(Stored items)
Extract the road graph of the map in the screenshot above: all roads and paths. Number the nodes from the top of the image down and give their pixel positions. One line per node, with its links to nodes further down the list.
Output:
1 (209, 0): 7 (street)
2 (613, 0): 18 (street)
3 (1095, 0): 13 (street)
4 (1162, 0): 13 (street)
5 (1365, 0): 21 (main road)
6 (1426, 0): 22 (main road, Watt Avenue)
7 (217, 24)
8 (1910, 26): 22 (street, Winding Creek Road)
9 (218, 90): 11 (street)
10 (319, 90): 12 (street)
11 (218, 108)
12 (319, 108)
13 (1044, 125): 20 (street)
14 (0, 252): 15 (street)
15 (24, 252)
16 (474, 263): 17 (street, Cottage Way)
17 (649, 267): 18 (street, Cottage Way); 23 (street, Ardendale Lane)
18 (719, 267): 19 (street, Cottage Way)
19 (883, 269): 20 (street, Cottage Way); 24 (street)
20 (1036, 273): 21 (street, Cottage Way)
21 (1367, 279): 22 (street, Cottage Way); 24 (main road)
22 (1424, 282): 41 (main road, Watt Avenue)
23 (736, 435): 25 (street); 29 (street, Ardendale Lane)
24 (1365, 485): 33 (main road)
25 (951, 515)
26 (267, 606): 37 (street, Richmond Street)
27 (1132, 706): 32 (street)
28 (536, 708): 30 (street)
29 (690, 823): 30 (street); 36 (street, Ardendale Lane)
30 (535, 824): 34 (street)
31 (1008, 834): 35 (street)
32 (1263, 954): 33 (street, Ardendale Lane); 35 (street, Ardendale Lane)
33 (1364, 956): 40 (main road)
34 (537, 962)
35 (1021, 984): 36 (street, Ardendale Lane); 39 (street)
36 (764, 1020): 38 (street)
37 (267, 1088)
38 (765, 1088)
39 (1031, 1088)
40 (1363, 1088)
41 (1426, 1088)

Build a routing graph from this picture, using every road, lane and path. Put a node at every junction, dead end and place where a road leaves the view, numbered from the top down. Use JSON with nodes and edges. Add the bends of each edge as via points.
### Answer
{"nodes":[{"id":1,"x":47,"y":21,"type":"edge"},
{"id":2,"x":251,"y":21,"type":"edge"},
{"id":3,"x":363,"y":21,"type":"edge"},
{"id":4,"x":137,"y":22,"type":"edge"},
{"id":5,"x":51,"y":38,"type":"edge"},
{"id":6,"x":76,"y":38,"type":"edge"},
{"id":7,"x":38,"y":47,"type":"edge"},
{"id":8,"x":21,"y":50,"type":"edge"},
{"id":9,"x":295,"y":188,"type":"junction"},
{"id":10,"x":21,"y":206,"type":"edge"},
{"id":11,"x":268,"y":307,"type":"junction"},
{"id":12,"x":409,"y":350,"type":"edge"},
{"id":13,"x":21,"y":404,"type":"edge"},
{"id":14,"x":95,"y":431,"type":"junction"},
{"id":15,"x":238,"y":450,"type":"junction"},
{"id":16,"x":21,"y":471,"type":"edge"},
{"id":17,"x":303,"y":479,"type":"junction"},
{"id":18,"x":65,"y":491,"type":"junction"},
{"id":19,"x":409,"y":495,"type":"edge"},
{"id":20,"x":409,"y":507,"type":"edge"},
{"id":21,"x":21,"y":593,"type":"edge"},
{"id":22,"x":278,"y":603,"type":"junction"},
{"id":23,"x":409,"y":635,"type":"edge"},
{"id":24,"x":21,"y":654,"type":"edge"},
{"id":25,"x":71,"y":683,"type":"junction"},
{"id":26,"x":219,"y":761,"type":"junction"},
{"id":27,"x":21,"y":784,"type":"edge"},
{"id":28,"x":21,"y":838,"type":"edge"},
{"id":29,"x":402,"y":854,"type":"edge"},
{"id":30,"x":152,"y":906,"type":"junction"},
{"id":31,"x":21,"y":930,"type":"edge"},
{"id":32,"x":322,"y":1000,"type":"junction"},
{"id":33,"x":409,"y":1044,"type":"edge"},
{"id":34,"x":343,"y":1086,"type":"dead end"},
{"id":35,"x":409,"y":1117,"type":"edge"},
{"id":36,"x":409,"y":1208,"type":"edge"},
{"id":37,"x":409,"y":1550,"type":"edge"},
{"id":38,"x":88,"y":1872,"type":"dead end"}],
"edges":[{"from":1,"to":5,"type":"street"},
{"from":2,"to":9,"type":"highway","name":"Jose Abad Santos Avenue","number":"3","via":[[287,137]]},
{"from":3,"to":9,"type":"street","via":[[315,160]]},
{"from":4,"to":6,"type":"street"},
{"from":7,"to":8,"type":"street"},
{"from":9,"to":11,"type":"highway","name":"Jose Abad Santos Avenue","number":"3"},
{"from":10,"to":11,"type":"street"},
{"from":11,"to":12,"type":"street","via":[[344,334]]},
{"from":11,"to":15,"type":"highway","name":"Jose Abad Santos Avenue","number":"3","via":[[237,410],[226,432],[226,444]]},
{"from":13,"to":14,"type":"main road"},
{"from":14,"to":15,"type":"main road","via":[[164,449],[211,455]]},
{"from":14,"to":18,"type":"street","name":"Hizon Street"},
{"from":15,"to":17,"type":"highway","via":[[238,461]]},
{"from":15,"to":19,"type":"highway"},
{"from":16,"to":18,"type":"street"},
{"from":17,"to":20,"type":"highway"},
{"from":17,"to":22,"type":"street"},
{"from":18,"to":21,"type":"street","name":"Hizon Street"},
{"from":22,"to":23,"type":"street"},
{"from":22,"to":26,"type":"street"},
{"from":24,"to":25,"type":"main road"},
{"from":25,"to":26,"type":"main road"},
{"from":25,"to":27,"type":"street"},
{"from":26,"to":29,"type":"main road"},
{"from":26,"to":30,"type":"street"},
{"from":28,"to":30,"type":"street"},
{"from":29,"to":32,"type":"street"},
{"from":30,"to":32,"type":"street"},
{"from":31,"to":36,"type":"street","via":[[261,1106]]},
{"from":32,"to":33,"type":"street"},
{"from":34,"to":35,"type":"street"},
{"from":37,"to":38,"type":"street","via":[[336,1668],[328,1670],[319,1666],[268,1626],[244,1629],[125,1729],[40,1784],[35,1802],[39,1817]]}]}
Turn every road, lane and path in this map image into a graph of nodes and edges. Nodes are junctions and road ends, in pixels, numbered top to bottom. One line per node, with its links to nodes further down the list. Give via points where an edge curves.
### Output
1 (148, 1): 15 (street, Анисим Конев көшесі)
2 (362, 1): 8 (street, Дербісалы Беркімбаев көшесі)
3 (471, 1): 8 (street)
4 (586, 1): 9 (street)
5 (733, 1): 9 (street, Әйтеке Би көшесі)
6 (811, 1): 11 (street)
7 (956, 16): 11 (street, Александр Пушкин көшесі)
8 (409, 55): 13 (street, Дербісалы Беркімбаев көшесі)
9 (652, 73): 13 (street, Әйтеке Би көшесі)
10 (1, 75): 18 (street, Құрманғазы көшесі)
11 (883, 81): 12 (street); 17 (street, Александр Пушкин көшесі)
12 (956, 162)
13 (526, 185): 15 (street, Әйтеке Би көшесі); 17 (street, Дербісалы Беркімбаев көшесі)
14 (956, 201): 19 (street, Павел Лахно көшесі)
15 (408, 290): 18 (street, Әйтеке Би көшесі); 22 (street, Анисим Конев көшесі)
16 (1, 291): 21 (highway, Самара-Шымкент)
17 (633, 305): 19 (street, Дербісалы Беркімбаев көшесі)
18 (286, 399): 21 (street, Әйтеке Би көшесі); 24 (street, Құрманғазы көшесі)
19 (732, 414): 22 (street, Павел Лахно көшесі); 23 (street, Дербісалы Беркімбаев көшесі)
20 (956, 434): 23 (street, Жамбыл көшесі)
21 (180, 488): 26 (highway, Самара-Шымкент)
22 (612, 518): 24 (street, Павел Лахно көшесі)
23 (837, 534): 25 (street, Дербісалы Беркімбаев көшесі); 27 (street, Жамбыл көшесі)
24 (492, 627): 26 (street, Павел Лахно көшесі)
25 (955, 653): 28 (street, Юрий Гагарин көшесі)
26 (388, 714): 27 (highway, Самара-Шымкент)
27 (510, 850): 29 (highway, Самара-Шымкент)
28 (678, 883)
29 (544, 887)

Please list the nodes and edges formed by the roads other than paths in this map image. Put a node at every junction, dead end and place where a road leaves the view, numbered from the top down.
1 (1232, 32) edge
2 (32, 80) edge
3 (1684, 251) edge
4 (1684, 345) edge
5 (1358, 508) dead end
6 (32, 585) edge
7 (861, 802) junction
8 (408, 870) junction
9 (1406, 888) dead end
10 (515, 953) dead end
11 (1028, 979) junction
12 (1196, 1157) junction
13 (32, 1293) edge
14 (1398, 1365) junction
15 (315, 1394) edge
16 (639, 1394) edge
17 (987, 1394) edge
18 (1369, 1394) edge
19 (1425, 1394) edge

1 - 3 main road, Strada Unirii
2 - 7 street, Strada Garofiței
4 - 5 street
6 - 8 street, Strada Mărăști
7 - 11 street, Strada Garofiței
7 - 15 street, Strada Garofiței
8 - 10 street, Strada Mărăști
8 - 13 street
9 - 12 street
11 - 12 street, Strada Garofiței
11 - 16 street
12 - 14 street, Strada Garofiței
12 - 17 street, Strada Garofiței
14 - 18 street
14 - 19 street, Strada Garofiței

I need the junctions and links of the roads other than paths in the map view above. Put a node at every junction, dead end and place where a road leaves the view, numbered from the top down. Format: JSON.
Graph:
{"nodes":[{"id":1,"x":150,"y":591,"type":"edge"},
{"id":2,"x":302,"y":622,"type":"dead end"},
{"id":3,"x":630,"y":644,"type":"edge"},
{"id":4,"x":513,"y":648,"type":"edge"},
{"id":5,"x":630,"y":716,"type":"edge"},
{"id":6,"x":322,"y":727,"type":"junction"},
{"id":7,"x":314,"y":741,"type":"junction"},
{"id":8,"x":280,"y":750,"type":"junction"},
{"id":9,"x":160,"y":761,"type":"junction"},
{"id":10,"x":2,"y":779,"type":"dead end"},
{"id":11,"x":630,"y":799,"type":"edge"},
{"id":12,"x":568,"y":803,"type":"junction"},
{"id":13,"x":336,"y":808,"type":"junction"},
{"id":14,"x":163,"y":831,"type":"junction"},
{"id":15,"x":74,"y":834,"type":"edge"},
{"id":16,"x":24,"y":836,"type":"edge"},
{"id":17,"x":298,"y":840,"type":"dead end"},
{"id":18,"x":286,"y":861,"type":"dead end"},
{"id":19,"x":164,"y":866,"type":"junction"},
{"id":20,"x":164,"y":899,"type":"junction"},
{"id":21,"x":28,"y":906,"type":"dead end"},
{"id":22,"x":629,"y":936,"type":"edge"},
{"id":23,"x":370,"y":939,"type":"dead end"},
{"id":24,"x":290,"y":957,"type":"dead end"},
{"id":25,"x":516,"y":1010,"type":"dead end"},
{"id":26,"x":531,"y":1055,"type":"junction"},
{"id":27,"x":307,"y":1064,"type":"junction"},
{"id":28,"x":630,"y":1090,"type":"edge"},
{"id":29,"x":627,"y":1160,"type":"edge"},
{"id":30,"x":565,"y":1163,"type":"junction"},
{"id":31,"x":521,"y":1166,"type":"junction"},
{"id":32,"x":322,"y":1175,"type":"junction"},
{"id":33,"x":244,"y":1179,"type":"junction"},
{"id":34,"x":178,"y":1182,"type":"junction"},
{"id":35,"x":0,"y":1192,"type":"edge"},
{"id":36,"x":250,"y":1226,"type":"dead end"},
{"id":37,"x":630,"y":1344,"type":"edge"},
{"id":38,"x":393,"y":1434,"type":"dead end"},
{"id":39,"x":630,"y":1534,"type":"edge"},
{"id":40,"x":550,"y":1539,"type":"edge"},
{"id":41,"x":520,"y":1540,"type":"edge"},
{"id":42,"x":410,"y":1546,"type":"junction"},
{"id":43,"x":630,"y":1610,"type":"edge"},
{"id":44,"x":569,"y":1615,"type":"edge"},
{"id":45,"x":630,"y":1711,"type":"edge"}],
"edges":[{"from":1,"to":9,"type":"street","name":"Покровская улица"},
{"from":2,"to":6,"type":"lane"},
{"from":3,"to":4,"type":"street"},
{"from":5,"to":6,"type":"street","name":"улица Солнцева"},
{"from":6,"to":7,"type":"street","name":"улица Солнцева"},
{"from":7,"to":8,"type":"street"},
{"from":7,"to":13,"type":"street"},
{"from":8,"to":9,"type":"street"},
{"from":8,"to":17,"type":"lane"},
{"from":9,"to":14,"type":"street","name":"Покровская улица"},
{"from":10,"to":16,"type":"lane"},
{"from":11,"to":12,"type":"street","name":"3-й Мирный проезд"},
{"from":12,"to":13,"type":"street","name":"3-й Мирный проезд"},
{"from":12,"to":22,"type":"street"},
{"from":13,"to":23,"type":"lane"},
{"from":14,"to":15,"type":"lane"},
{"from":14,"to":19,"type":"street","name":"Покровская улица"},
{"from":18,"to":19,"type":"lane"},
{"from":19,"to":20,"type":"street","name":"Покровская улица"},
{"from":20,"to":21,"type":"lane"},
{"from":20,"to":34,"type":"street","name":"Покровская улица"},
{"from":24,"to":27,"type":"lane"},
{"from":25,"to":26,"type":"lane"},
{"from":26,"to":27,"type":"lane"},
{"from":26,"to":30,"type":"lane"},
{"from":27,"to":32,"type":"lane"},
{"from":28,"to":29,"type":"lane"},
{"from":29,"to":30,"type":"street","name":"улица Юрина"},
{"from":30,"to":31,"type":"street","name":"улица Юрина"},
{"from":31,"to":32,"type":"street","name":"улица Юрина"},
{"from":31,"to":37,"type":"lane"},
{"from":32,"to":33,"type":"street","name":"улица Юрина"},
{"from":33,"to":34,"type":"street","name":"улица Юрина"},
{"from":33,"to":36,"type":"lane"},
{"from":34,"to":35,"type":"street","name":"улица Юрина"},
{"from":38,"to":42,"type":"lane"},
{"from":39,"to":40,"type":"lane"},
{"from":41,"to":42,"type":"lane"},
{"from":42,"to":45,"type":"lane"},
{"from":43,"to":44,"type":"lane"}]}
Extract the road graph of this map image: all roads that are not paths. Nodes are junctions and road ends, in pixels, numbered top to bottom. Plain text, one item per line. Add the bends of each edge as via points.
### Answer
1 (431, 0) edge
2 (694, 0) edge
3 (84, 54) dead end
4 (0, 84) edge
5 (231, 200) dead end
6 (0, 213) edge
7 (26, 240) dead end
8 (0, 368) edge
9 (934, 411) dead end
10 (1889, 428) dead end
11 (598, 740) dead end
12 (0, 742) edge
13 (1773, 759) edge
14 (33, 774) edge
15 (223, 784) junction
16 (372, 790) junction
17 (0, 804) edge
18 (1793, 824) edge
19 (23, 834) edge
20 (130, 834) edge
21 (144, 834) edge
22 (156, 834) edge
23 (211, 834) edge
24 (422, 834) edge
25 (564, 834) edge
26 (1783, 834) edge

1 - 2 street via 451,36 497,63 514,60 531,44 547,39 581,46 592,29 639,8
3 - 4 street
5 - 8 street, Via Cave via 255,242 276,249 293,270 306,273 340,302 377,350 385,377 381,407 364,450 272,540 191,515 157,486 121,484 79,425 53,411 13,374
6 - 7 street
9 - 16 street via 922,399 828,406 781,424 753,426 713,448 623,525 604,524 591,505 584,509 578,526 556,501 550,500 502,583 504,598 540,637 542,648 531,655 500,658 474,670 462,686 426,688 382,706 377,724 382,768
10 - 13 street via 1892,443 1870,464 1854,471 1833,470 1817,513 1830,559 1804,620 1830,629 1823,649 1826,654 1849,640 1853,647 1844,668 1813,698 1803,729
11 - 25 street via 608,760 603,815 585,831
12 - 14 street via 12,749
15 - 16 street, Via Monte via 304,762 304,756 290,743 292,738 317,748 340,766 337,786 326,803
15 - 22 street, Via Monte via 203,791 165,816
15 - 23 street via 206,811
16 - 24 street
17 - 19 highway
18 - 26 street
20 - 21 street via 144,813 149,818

> _EXERCISE PROMPT_
Every line in the records above that contains the word "Дербісалы" should be copied out.

> _WRITTEN SOLUTION_
2 (362, 1): 8 (street, Дербісалы Беркімбаев көшесі)
8 (409, 55): 13 (street, Дербісалы Беркімбаев көшесі)
13 (526, 185): 15 (street, Әйтеке Би көшесі); 17 (street, Дербісалы Беркімбаев көшесі)
17 (633, 305): 19 (street, Дербісалы Беркімбаев көшесі)
19 (732, 414): 22 (street, Павел Лахно көшесі); 23 (street, Дербісалы Беркімбаев көшесі)
23 (837, 534): 25 (street, Дербісалы Беркімбаев көшесі); 27 (street, Жамбыл көшесі)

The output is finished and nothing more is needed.